- _TASK REQUIREMENTS_:
Wherever a line in the data holds the word "Main", pull that line out.

◇ ◇ ◇

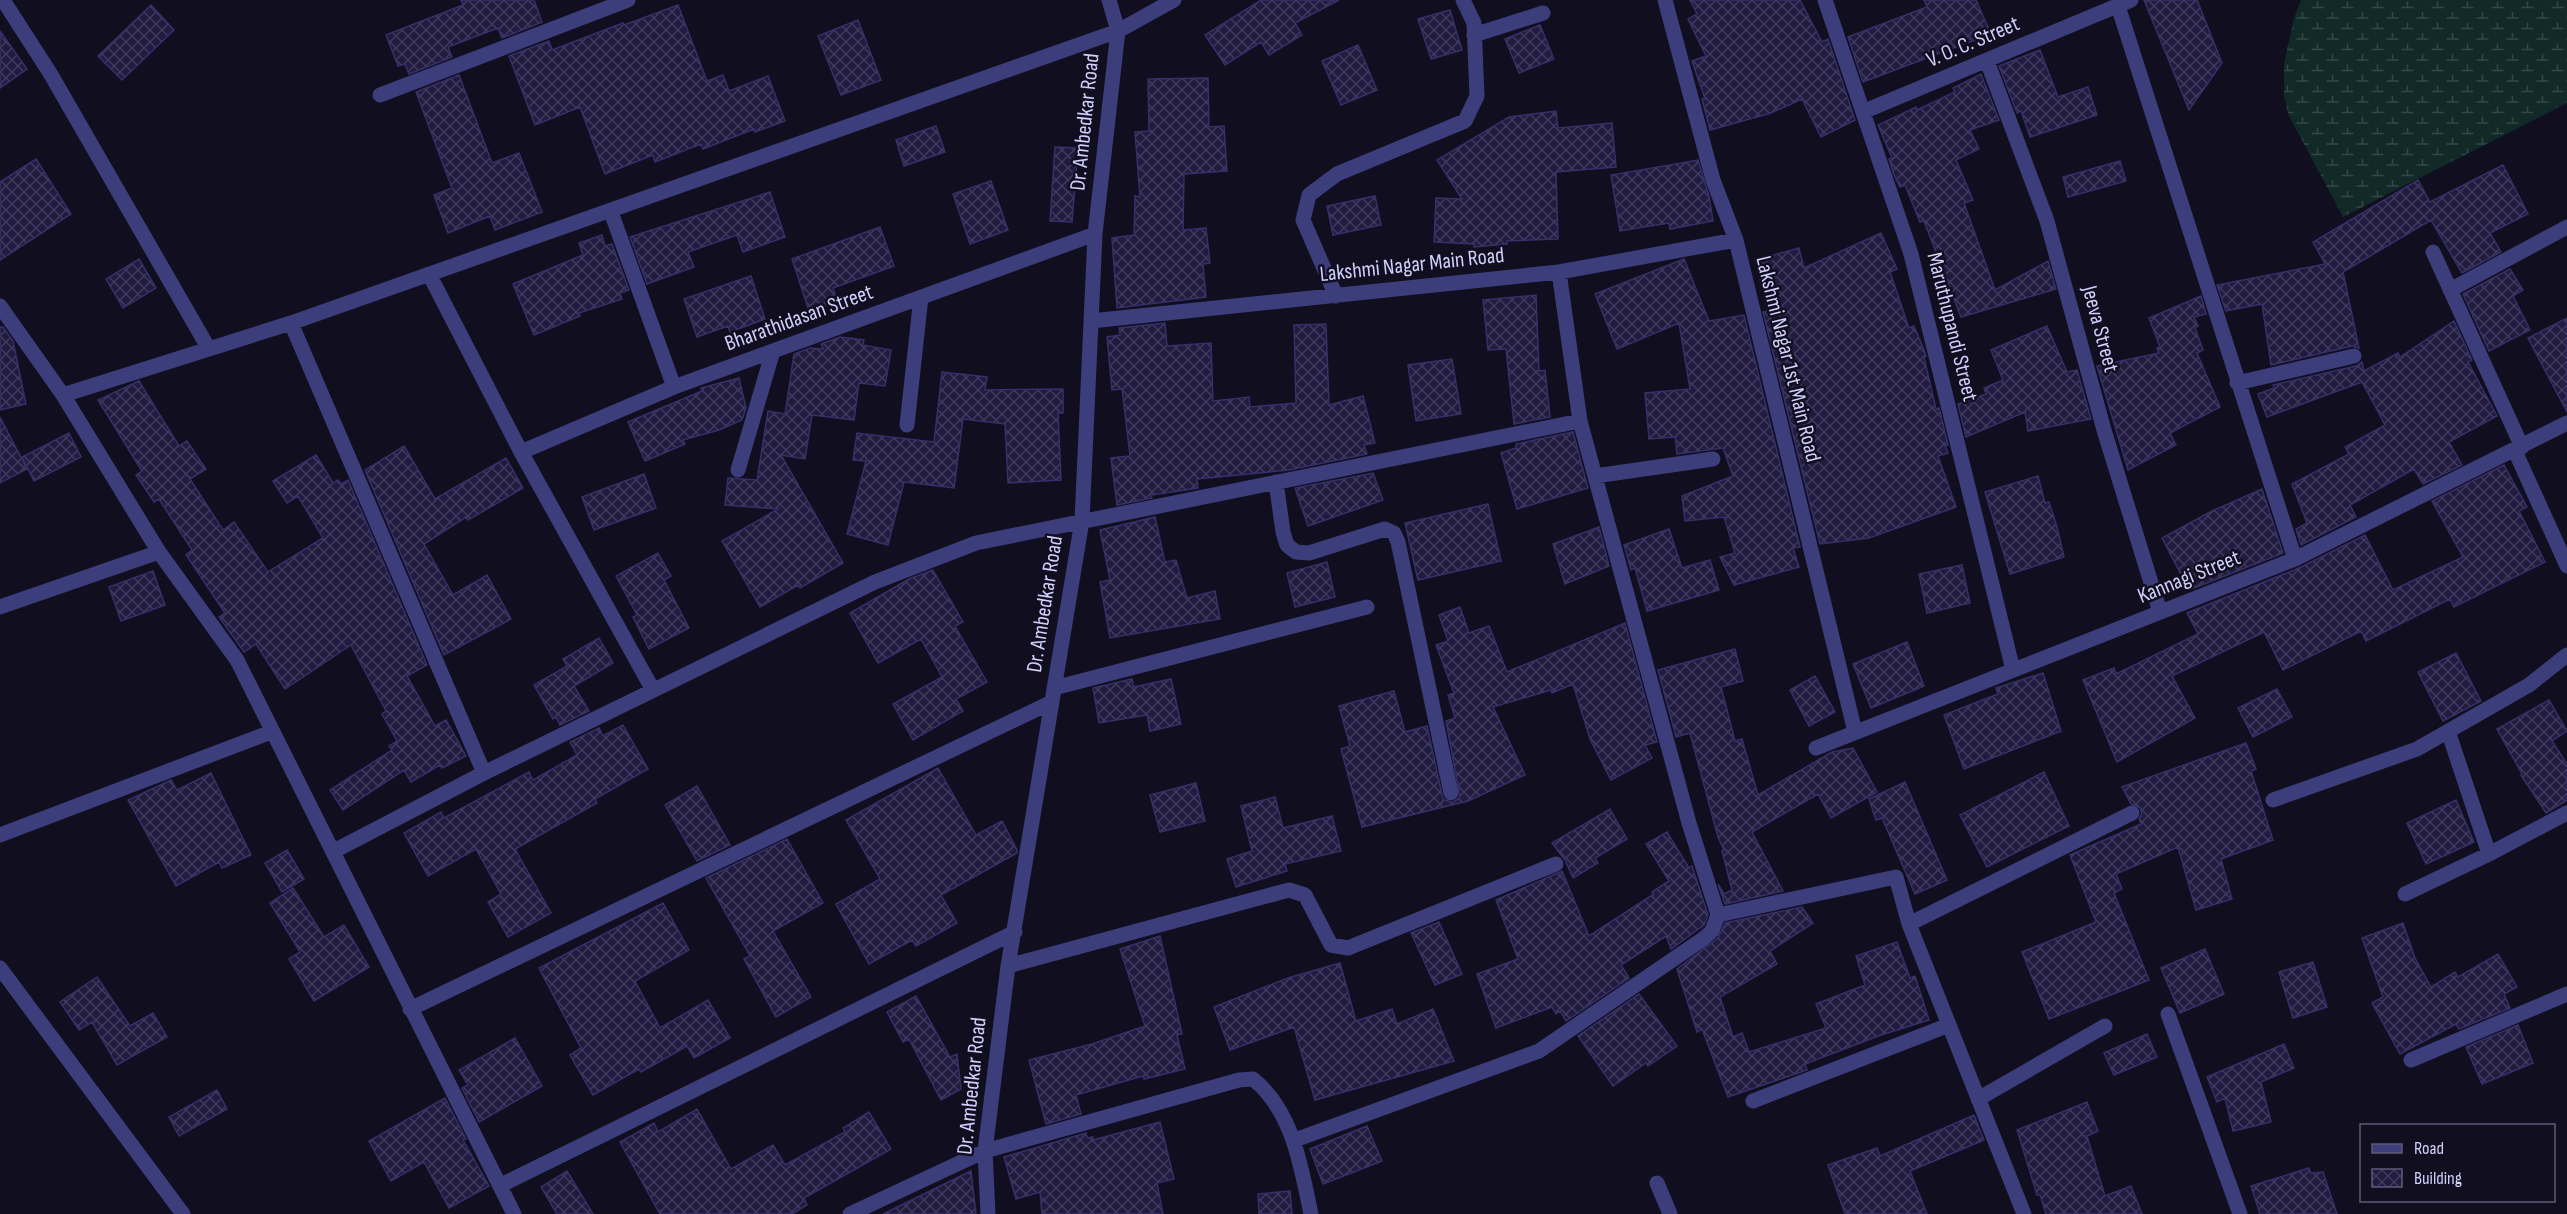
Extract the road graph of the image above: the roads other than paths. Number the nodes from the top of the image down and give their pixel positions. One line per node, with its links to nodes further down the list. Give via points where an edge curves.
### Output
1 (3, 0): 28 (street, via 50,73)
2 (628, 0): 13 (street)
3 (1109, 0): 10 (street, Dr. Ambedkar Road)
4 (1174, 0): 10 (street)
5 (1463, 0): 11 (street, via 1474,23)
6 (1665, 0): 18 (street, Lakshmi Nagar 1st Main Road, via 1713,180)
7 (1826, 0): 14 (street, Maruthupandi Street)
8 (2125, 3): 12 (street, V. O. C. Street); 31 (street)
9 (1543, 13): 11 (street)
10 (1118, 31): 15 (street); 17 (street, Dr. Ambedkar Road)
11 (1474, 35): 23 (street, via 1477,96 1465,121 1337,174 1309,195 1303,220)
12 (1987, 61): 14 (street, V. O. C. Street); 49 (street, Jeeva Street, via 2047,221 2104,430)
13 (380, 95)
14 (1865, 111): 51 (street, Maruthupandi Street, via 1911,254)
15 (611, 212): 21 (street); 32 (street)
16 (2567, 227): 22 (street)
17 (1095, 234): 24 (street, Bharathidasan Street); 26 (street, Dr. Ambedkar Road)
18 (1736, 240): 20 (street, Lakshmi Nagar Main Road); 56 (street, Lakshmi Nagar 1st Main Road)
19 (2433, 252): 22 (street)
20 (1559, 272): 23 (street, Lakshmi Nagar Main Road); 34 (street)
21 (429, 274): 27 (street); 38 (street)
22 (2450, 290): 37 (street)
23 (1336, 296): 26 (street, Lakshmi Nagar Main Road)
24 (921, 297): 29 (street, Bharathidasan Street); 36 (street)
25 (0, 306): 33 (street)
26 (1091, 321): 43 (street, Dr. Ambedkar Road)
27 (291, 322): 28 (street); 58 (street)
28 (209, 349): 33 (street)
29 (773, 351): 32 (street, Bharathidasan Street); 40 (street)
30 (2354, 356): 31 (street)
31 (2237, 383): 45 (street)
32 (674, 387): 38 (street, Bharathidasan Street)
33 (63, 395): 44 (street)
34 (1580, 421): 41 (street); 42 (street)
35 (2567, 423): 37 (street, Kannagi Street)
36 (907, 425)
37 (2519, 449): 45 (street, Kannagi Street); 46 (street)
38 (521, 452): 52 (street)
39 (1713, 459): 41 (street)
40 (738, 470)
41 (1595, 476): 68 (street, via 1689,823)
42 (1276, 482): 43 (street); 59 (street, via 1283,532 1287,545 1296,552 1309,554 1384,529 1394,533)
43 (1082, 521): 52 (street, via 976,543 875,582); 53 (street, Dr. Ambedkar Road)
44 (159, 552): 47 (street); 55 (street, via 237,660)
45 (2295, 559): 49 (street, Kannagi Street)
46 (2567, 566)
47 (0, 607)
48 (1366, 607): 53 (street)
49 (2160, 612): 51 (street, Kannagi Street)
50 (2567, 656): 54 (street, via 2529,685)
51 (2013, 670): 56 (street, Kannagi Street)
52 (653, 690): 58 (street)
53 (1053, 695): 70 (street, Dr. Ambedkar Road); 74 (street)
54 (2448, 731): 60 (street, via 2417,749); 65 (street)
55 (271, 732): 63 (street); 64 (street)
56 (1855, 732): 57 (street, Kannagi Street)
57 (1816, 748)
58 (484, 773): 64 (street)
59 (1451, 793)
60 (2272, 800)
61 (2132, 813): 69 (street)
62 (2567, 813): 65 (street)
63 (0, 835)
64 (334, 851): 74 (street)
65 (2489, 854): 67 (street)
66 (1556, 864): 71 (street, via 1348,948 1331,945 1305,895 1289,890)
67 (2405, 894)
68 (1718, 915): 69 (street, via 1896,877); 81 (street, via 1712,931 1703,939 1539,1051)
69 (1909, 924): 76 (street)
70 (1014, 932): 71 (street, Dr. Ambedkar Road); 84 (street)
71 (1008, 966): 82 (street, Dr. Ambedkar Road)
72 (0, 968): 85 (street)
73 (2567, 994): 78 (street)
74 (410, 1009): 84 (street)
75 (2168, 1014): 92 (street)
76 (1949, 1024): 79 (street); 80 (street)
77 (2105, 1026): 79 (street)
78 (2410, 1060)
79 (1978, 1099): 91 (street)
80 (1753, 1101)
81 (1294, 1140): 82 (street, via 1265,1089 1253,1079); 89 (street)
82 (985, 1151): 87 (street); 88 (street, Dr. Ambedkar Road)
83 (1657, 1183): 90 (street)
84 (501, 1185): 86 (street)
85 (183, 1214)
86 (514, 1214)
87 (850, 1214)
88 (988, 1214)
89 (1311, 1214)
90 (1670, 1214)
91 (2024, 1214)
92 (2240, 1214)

◇ ◇ ◇

- _OUTPUT_:
6 (1665, 0): 18 (street, Lakshmi Nagar 1st Main Road, via 1713,180)
18 (1736, 240): 20 (street, Lakshmi Nagar Main Road); 56 (street, Lakshmi Nagar 1st Main Road)
20 (1559, 272): 23 (street, Lakshmi Nagar Main Road); 34 (street)
23 (1336, 296): 26 (street, Lakshmi Nagar Main Road)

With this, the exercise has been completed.